Sunday, January 03, 2010

sunday

I had so many plans for yesterday. But I couldn't bring myself to get out of bed. I argued with myself in my  head trying to guilt myself out of bed. I just couldn't do it. The thought od doing anything other than lay in bed was overwhelming.
Daughter found a cat on our porch Friday evening.
She/he may be dying. I'm not sure. She is literally skin over bones. She barely has the energy to walk a few steps....and her balance is off.
Maybe her vital organs have begun to shut down from her starvation or whatever illness it is she suffers from.
So she and I  lay together on the couch and in my bed.
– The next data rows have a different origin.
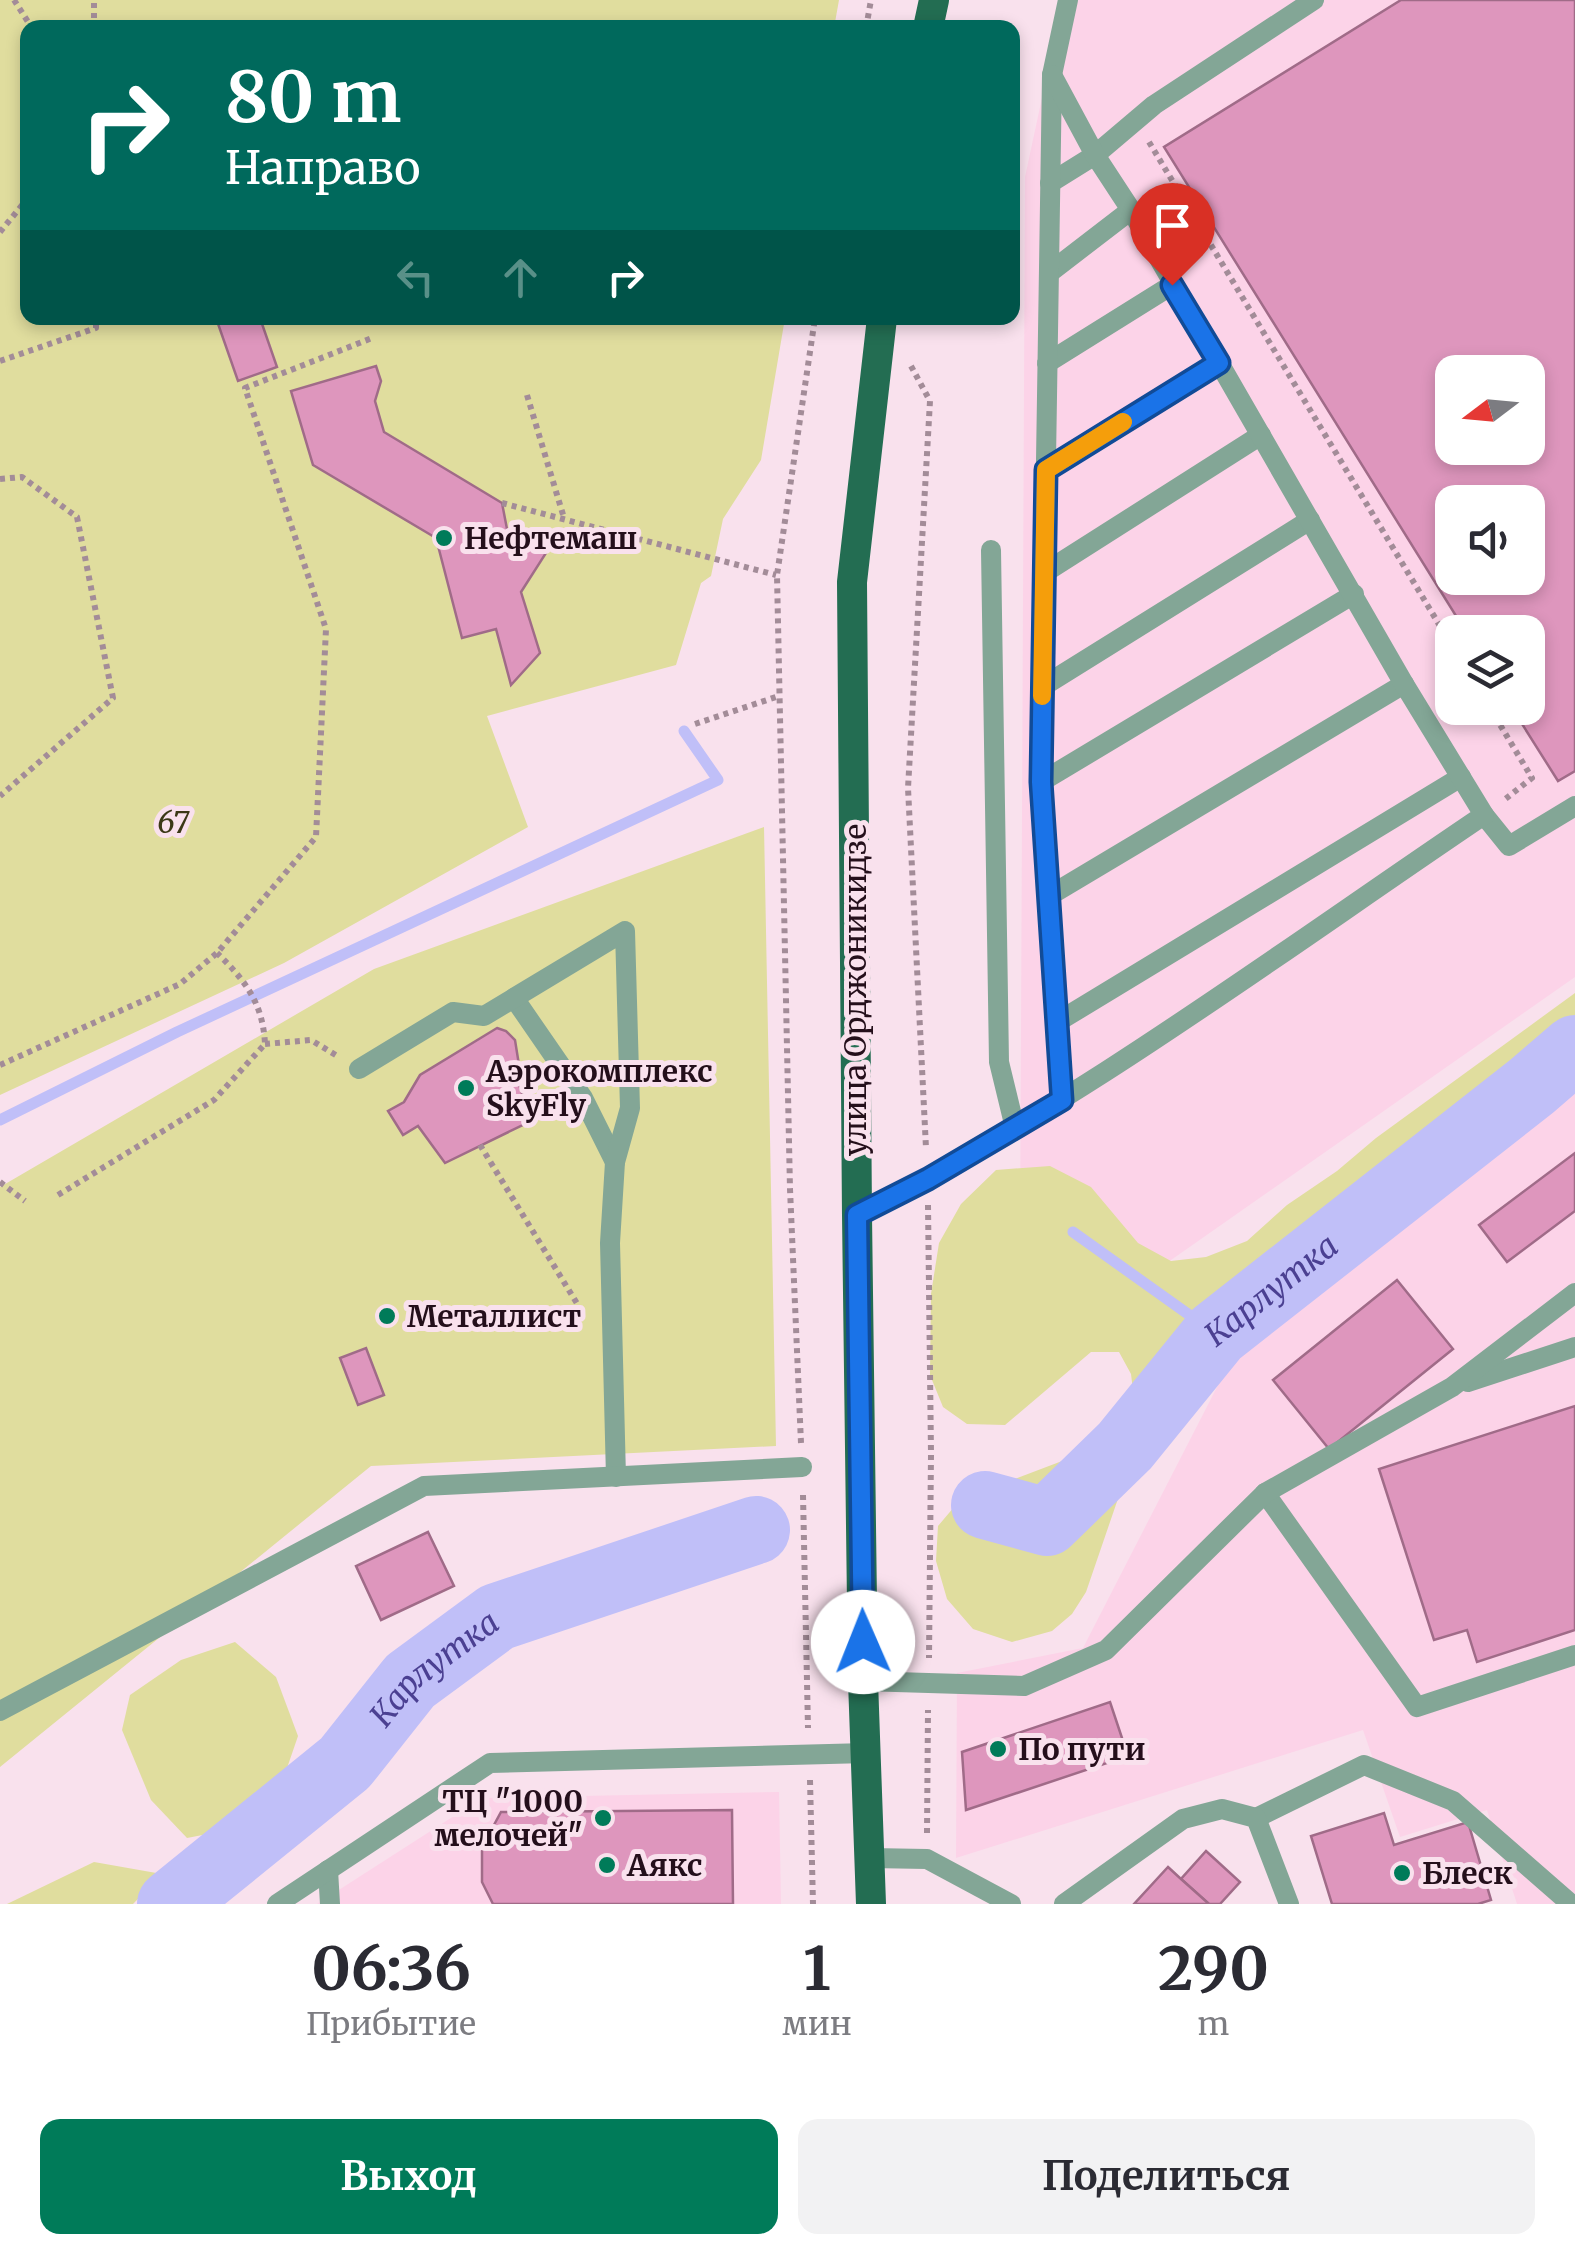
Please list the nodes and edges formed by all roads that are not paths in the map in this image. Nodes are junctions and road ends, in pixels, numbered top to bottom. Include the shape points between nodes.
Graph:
1 (1068, 0) edge
2 (1314, 0) edge
3 (1052, 75) junction
4 (1094, 155) junction
5 (1050, 183) junction
6 (1131, 210) junction
7 (1049, 273) junction
8 (1172, 285) junction
9 (881, 325) edge
10 (1047, 363) junction
11 (1219, 363) junction
12 (1260, 435) junction
13 (1046, 470) junction
14 (1310, 520) junction
15 (990, 550) dead end
16 (1044, 573) junction
17 (1354, 594) junction
18 (1404, 684) junction
19 (1042, 687) junction
20 (1460, 776) junction
21 (1041, 782) junction
22 (1575, 806) edge
23 (1484, 815) junction
24 (1049, 896) junction
25 (514, 998) junction
26 (1059, 1021) junction
27 (359, 1069) road end
28 (1062, 1100) junction
29 (1015, 1128) junction
30 (615, 1162) junction
31 (857, 1215) junction
32 (1575, 1294) edge
33 (1575, 1347) edge
34 (1452, 1388) junction
35 (802, 1466) road end
36 (616, 1477) junction
37 (1265, 1492) junction
38 (1575, 1656) edge
39 (863, 1681) junction
40 (0, 1711) edge
41 (867, 1753) junction
42 (1256, 1818) junction
43 (870, 1858) junction
44 (328, 1870) junction
45 (278, 1904) edge
46 (330, 1904) edge
47 (871, 1904) edge
48 (1011, 1904) edge
49 (1064, 1904) edge
50 (1289, 1904) edge
51 (1571, 1904) edge

1 - 3 lane
2 - 4 lane via 1136,119
3 - 4 lane
3 - 5 lane
4 - 5 lane
4 - 6 lane
5 - 7 lane
6 - 7 lane
6 - 8 lane
7 - 10 lane
8 - 10 lane
8 - 11 lane
9 - 31 main road, улица Орджоникидзе via 852,582
10 - 13 lane
11 - 12 lane
11 - 13 lane
12 - 14 lane
12 - 16 lane
13 - 16 lane
14 - 17 lane
14 - 19 lane
15 - 29 lane via 999,1062
16 - 19 lane
17 - 18 lane
17 - 21 lane
18 - 20 lane
18 - 24 lane
19 - 21 lane
20 - 23 lane
20 - 26 lane
21 - 24 lane
22 - 23 lane via 1509,846
23 - 28 lane
24 - 26 lane
25 - 27 lane via 484,1016 453,1012
25 - 30 lane via 583,1098
25 - 30 lane via 625,931 630,1108
26 - 28 lane
28 - 29 lane
29 - 31 lane
30 - 36 lane via 610,1359
31 - 39 main road, улица Орджоникидзе
32 - 34 lane
33 - 34 lane
34 - 37 lane
35 - 36 lane
36 - 40 lane via 424,1486
37 - 38 lane via 1416,1708
37 - 39 lane via 1106,1650 1024,1686
39 - 41 main road, улица Орджоникидзе
41 - 43 main road, улица Орджоникидзе
41 - 44 lane via 490,1763
42 - 49 lane via 1222,1809 1183,1819
42 - 50 lane
42 - 51 lane via 1364,1766 1453,1800
43 - 47 main road, улица Орджоникидзе
43 - 48 lane via 926,1859
44 - 45 lane
44 - 46 lane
I take comfort from the sound of her purring, and she from me gently petting her. She cries out when I leave her side to use the restroom so I take her with me. Mostly though we just rest.

Today I was able to get out of bed. I wanted to be away.........
I showered and went to Walmart to grocery shop.
While shopping I got a cute patent leather Rolling Stone bag with a picture of Johnny Depp on the front of the bag. He's sexy. The bag is cute.

I was anxious to get home to sick cat.
He/she doesn't seem any better, he'she doesn't seem any worse.
We-Ping doesn't like having another cat around.
She is pouting, and refuses to sleep in her usual sleeping place.